Joint position lists
────────────────────────────────────────
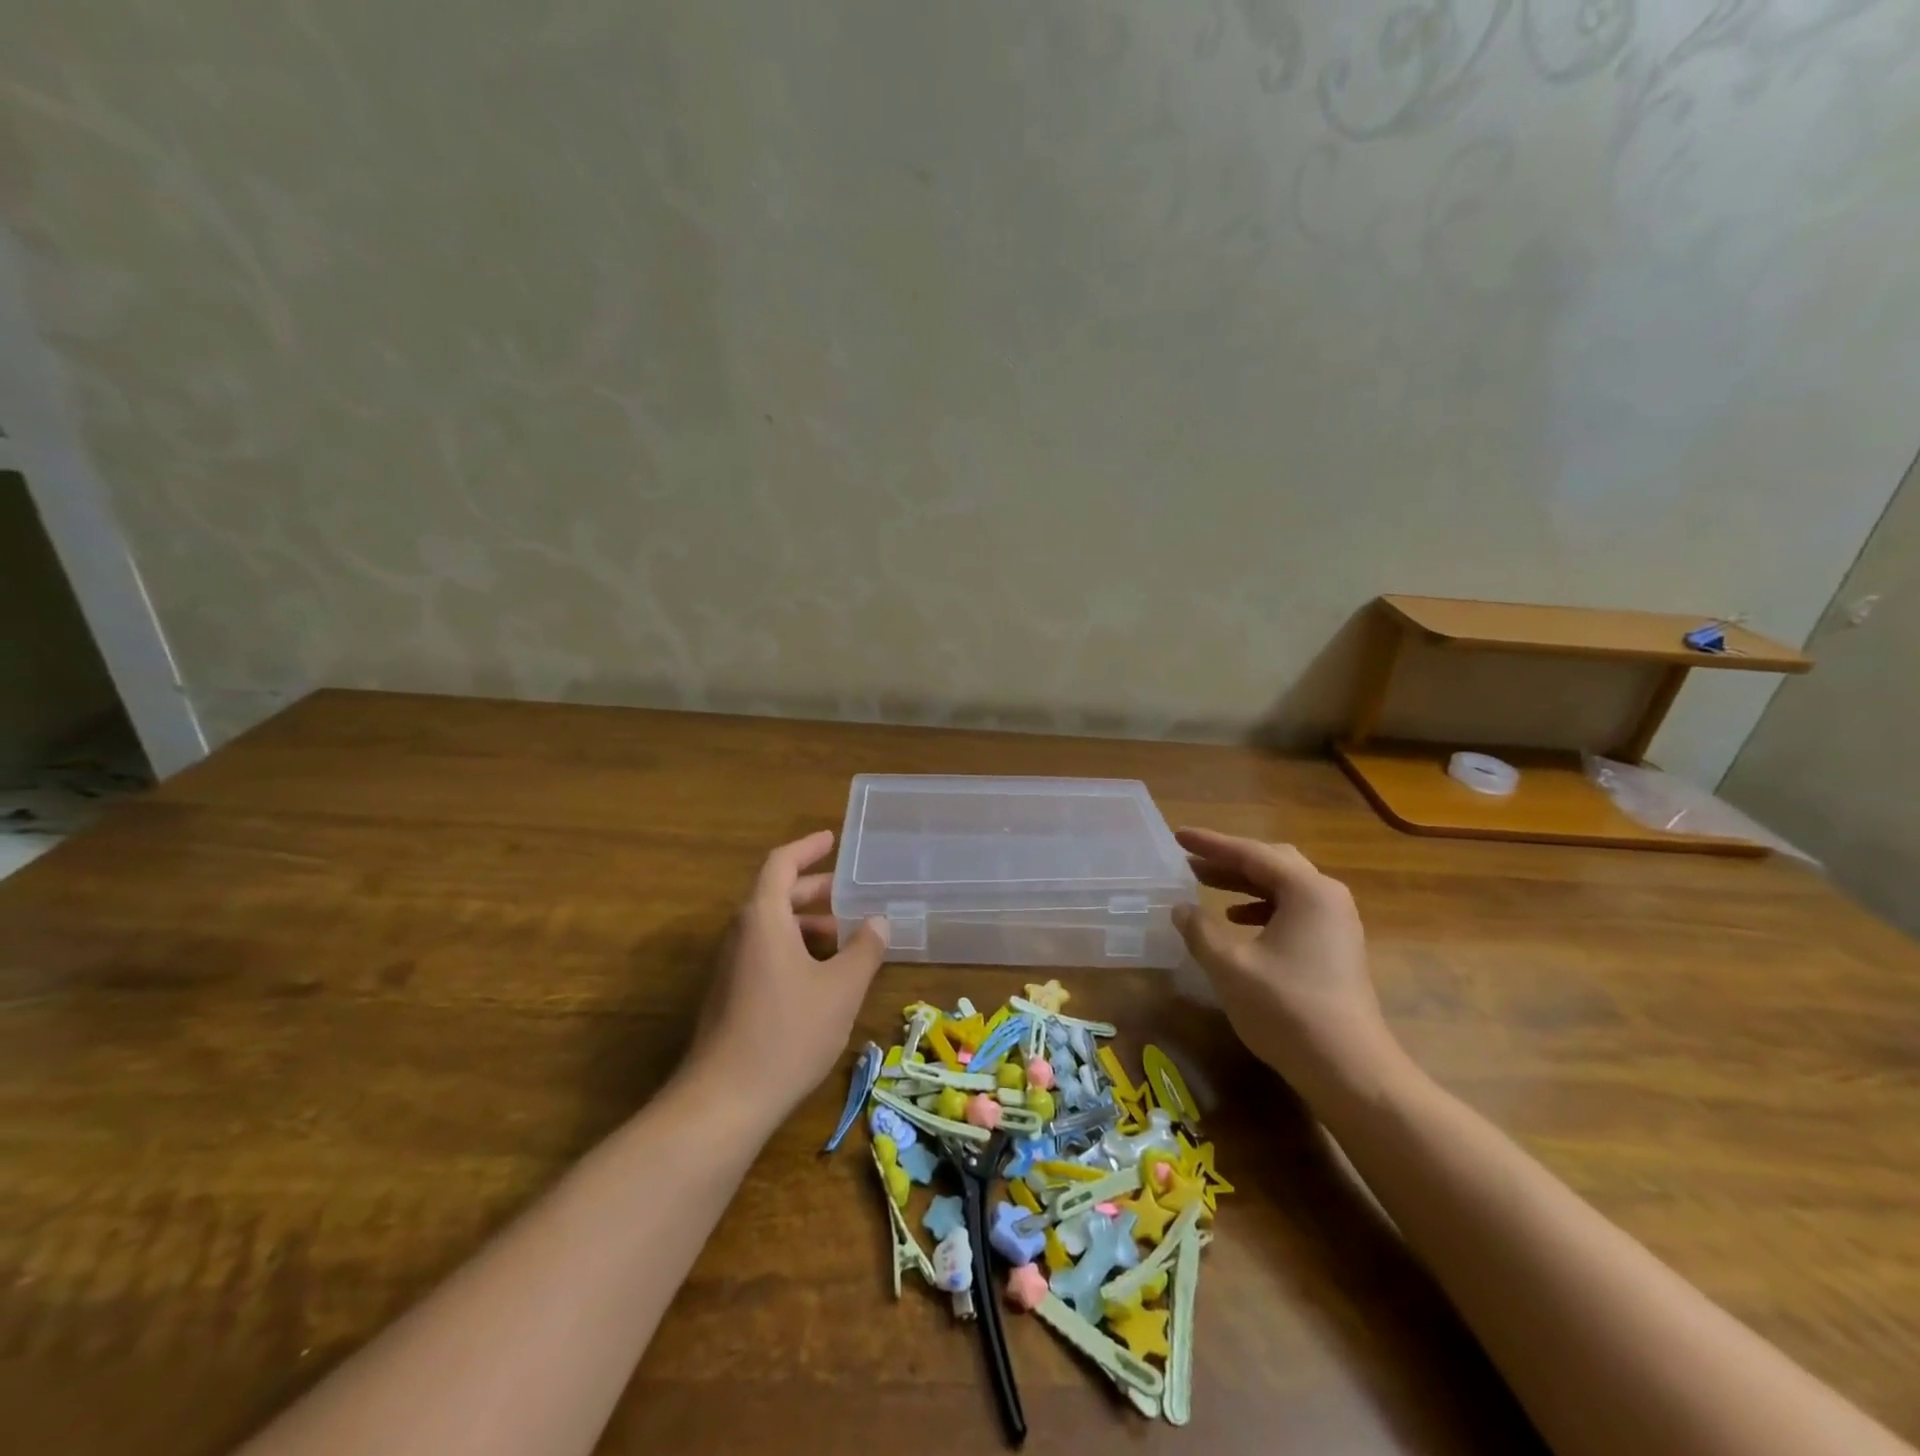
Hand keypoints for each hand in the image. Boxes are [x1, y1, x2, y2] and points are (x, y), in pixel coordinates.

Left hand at [684, 830, 888, 1120]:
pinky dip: (795, 949)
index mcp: (763, 918)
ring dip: (807, 924)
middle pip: (776, 895)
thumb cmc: (787, 1033)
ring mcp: (730, 967)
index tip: (831, 840)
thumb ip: (865, 949)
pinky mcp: (729, 996)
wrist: (724, 1102)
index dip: (807, 848)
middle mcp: (741, 934)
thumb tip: (879, 921)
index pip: (781, 864)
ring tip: (845, 938)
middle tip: (849, 893)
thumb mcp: (841, 989)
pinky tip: (822, 977)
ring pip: (771, 927)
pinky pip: (765, 953)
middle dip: (814, 889)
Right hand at [1171, 828, 1406, 1107]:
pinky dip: (1261, 907)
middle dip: (1229, 860)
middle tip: (1191, 861)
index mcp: (1307, 890)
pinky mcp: (1336, 947)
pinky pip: (1293, 909)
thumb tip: (1181, 908)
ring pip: (1283, 887)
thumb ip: (1200, 930)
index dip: (1210, 844)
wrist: (1350, 1070)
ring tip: (1205, 885)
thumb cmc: (1286, 1009)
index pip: (1251, 853)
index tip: (1178, 836)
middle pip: (1272, 863)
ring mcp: (1337, 922)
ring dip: (1243, 883)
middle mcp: (1327, 897)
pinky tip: (1237, 922)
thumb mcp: (1230, 965)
────────────────────────────────────────
# [EXERCISE OBJECTIVE]
Return all lines of the data in which the string "middle" appears.

# [SOLUTION BELOW]
middle pip: (776, 895)
middle mcp: (741, 934)
middle tip: (849, 893)
middle dip: (814, 889)
middle dip: (1229, 860)
middle tip: (1191, 861)
middle pip: (1272, 863)
middle mcp: (1327, 897)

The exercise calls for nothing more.